¡Oviedo en Crisis! ¿El Himno de la Escuela es un Canto de Despedida o un Himno a la Siesta?
Se ha confirmado que la Escuela Municipal de Música de Oviedo ha celebrado sus 30 años con un evento tan grandioso que ha dejado a los asistentes preguntándose si el verdadero legado no es el talento, sino la cantidad de pasteles que se han consumido. El Teatro Campoamor, normalmente escenario de dramas épicos, ha sido testigo de un evento de proporciones míticas, donde el aire olía sospechosamente a terciopelo viejo y a promesas musicales incumplidas.
El Himno que Nadie Pedía, Pero Todos Necesitaban (y ya les duele la garganta)
El punto culminante, por supuesto, fue el estreno del himno compuesto por el profesor Pacheco. Se rumorea en los pasillos del teatro que la melodía no solo celebra tres décadas de ardua formación musical, sino que también contiene una sutil referencia al mejor sitio para comprar croquetas en el barrio. Un músico local, que prefirió mantener el anonimato tras un trago de cava, declaró: “Es una obra maestra… pero si el segundo estribillo no incluye un crescendo en clave de falsete, es solo ruido caro”. Los expertos en armonía, por su parte, han catalogado la pieza como “emotiva, aunque estructuralmente similar a la marcha fúnebre de un buen bocadillo”.
Los Pitufos y Carbayones: ¿Músicos o Merchandising Ambulante?
La mención a los “pitufos” y “Carbayones” de Oviedo, tan orgullosos de su linaje, ha generado un debate inesperado. ¿Son simplemente apodos cariñosos, o existe un código de vestimenta obligatorio para los alumnos de la escuela? Un testigo presencial, identificado únicamente como “un hombre con chaleco demasiado ajustado”, afirmó que los más jóvenes debían llevar siempre algún accesorio de lana, independientemente de la estación. Además, se ha descubierto que el verdadero conocimiento de la ciudad no reside en sus monumentos, sino en el saber dónde encontrar el mejor sitio para practicar escalas sin molestar a los residentes.

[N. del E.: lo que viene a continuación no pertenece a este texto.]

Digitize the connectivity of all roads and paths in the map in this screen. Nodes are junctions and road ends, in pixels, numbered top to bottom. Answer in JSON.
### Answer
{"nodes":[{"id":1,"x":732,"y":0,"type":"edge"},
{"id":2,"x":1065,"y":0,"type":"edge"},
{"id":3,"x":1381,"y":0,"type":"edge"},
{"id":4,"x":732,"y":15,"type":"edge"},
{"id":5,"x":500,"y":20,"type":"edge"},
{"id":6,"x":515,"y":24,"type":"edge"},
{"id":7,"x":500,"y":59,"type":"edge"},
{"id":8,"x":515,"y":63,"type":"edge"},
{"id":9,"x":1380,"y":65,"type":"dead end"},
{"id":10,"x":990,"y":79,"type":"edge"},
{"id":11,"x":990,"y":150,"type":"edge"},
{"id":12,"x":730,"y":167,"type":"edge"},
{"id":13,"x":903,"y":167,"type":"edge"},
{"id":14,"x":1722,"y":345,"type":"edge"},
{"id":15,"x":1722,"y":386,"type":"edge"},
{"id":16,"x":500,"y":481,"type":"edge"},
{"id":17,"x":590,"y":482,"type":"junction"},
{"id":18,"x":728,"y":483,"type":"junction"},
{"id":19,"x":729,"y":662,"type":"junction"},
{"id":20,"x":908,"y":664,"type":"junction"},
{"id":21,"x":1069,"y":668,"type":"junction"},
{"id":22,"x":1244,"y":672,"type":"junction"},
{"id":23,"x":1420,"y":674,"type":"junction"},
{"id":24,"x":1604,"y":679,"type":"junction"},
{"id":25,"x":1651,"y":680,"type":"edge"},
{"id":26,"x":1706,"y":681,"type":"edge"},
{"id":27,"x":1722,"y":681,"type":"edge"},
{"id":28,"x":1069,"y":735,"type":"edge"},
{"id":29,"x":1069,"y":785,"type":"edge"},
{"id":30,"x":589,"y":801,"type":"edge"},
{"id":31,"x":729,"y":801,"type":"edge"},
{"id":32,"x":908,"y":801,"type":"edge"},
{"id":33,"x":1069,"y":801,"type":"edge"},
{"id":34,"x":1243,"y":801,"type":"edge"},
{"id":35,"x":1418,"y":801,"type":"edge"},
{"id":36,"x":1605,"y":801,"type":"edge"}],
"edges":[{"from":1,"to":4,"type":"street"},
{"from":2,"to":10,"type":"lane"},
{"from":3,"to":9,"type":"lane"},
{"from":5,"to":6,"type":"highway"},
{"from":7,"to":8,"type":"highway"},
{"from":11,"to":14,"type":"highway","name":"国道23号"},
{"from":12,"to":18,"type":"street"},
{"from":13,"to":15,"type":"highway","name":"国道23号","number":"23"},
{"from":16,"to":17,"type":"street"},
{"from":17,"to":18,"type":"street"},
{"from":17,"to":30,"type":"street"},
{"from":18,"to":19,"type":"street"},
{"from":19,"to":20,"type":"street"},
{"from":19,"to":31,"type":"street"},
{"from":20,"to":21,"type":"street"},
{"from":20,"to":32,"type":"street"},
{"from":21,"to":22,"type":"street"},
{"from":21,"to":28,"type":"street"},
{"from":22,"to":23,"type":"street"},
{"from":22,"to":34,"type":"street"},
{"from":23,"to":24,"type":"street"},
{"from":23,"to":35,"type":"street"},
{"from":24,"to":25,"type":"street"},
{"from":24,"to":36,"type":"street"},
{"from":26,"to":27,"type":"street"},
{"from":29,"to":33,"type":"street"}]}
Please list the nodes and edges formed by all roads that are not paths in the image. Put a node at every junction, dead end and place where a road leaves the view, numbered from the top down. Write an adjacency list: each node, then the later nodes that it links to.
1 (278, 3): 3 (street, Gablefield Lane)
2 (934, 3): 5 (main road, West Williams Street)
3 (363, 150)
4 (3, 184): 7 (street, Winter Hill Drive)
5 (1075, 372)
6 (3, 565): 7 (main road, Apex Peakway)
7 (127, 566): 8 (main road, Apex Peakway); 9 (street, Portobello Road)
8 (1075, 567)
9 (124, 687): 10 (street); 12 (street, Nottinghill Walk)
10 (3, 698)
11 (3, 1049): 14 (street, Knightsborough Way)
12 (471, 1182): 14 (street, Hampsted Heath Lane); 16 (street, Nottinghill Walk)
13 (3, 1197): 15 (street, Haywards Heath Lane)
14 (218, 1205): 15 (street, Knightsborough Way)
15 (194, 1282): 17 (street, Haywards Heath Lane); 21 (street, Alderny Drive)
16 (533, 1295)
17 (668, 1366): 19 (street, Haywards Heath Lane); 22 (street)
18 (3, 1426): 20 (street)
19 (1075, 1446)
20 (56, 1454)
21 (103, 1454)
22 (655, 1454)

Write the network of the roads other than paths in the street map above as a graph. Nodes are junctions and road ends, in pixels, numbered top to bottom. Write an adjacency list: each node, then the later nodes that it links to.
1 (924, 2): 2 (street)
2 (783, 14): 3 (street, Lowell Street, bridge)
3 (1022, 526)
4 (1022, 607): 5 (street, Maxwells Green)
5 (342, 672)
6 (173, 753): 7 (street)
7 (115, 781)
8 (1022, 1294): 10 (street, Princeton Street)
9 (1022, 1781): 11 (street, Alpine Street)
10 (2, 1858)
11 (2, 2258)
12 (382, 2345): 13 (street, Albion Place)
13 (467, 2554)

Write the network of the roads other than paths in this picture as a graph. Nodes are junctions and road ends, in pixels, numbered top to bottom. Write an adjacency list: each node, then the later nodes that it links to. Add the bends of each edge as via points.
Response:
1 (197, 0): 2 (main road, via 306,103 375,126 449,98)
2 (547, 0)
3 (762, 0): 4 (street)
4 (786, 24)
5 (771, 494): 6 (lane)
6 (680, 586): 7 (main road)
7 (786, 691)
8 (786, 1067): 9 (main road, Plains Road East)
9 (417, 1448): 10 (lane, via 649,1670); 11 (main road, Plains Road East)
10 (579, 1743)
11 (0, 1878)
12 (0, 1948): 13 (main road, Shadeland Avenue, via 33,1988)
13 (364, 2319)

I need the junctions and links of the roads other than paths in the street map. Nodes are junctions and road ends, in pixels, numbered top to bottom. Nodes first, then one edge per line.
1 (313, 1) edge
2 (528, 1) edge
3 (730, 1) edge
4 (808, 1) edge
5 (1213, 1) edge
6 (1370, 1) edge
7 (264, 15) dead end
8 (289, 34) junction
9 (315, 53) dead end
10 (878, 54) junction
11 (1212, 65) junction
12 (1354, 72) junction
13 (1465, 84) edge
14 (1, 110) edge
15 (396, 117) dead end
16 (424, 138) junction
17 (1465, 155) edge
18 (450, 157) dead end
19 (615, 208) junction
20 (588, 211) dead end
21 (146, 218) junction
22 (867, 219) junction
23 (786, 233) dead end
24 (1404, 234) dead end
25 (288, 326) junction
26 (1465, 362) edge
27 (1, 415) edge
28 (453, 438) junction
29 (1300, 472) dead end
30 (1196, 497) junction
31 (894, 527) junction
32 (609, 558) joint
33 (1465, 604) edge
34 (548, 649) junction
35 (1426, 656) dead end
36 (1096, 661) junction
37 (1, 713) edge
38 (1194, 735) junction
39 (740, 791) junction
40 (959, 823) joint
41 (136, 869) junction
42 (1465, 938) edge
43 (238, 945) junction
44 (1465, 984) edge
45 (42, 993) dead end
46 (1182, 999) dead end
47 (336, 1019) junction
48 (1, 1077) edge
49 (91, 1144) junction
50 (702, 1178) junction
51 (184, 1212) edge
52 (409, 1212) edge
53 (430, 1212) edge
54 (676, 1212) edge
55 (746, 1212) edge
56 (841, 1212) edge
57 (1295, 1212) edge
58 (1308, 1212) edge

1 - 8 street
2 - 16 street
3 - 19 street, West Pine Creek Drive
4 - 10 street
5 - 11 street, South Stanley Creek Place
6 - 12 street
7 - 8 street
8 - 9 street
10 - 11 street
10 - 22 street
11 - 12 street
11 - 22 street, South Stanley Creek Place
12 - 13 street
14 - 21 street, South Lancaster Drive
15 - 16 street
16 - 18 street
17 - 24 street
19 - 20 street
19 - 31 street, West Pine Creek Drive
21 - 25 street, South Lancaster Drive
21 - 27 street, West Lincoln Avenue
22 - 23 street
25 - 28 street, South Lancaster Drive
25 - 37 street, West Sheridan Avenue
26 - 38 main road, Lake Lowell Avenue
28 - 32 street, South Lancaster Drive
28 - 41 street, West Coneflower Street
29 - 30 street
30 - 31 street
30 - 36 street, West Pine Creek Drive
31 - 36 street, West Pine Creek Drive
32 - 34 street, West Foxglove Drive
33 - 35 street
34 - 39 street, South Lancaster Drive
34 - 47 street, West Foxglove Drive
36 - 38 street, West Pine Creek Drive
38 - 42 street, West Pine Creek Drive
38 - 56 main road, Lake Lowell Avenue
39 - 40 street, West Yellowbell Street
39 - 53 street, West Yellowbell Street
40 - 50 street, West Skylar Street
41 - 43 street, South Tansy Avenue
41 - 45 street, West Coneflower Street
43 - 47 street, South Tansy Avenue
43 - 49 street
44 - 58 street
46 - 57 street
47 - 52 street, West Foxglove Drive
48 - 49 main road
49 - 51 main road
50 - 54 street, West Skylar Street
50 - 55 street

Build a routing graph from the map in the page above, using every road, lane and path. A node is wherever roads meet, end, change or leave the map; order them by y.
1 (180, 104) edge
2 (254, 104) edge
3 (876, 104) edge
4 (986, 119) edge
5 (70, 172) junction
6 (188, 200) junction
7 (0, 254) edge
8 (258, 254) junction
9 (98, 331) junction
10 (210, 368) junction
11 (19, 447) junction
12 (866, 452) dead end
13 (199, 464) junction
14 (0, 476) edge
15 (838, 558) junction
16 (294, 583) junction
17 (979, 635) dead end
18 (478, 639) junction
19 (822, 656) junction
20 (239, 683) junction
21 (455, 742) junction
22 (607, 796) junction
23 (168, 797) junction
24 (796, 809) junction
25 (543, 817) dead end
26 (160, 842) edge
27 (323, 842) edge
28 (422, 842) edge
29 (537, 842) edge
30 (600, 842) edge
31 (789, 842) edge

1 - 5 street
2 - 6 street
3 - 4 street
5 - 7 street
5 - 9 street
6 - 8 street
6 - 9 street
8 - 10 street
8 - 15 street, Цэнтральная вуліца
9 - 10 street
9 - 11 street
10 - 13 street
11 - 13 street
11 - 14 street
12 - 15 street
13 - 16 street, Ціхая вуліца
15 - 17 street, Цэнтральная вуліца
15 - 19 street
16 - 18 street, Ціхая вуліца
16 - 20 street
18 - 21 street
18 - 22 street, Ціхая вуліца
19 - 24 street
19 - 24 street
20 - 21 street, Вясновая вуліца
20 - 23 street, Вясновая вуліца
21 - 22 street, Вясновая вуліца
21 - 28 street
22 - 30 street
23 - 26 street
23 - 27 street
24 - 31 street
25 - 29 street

El Homenaje: Entre Lágrimas y el Misterio del Profesor Pacheco
El acto de recordar a los maestros y alumnos ya fallecidos fue, según los asistentes, el momento más conmovedor… y el más confuso. Mientras se rendían tributo a la memoria musical, algunos presentes han señalado que el foco se desvió momentáneamente para admirar la impecable corbata del propio profesor Pacheco. “Es un tributo hermoso”, susurró una fuente cercana a la butaca presidencial, “pero me pregunto si el profesor no ha pasado más tiempo ensayando su propia leyenda que componiendo música para los vivos”. La institución celebra un legado, sí, pero también parece estar construyendo un pequeño museo de recuerdos muy bien iluminado.